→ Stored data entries
++++++++++++++++++++

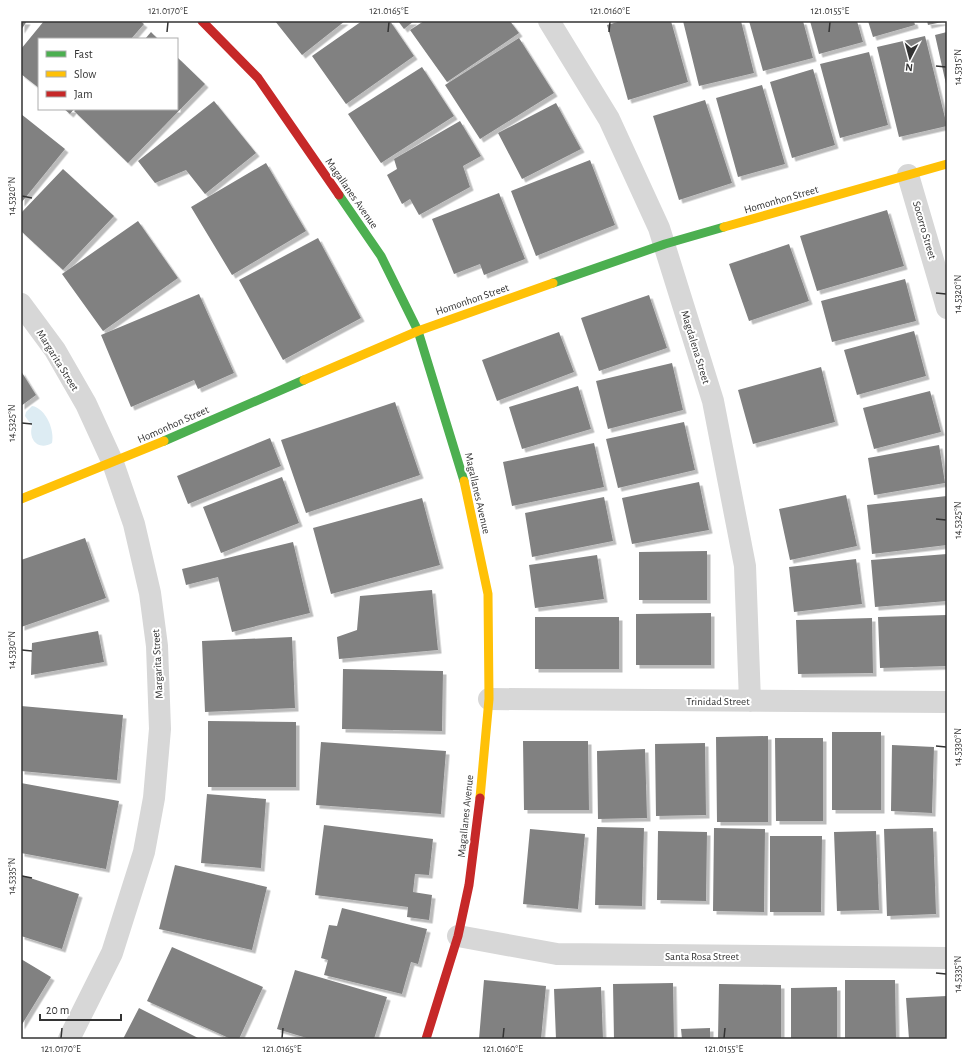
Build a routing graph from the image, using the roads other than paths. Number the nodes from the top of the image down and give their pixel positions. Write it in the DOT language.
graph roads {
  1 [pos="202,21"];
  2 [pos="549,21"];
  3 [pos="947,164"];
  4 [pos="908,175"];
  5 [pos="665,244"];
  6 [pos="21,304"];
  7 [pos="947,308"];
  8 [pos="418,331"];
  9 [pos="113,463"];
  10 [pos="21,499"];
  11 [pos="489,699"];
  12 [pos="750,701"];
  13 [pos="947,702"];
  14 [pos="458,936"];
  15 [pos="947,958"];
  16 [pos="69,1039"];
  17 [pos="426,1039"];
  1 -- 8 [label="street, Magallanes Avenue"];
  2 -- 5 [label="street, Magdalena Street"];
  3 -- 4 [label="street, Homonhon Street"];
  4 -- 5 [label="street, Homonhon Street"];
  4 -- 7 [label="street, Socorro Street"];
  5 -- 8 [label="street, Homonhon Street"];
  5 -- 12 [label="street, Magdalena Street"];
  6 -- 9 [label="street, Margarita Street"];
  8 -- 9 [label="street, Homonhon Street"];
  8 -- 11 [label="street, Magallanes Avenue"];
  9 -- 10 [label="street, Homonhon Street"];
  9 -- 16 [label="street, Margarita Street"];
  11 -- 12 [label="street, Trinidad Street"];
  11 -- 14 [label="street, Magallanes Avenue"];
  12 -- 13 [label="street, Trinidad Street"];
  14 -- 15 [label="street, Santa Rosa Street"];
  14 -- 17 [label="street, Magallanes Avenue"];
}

++++++++++++++++++++

→ About this exercise
Drop the pictures and reproduce the rest of the entries above exactly.

→ Response area
Build a routing graph from the image, using the roads other than paths. Number the nodes from the top of the image down and give their pixel positions. Write it in the DOT language.
graph roads {
  1 [pos="202,21"];
  2 [pos="549,21"];
  3 [pos="947,164"];
  4 [pos="908,175"];
  5 [pos="665,244"];
  6 [pos="21,304"];
  7 [pos="947,308"];
  8 [pos="418,331"];
  9 [pos="113,463"];
  10 [pos="21,499"];
  11 [pos="489,699"];
  12 [pos="750,701"];
  13 [pos="947,702"];
  14 [pos="458,936"];
  15 [pos="947,958"];
  16 [pos="69,1039"];
  17 [pos="426,1039"];
  1 -- 8 [label="street, Magallanes Avenue"];
  2 -- 5 [label="street, Magdalena Street"];
  3 -- 4 [label="street, Homonhon Street"];
  4 -- 5 [label="street, Homonhon Street"];
  4 -- 7 [label="street, Socorro Street"];
  5 -- 8 [label="street, Homonhon Street"];
  5 -- 12 [label="street, Magdalena Street"];
  6 -- 9 [label="street, Margarita Street"];
  8 -- 9 [label="street, Homonhon Street"];
  8 -- 11 [label="street, Magallanes Avenue"];
  9 -- 10 [label="street, Homonhon Street"];
  9 -- 16 [label="street, Margarita Street"];
  11 -- 12 [label="street, Trinidad Street"];
  11 -- 14 [label="street, Magallanes Avenue"];
  12 -- 13 [label="street, Trinidad Street"];
  14 -- 15 [label="street, Santa Rosa Street"];
  14 -- 17 [label="street, Magallanes Avenue"];
}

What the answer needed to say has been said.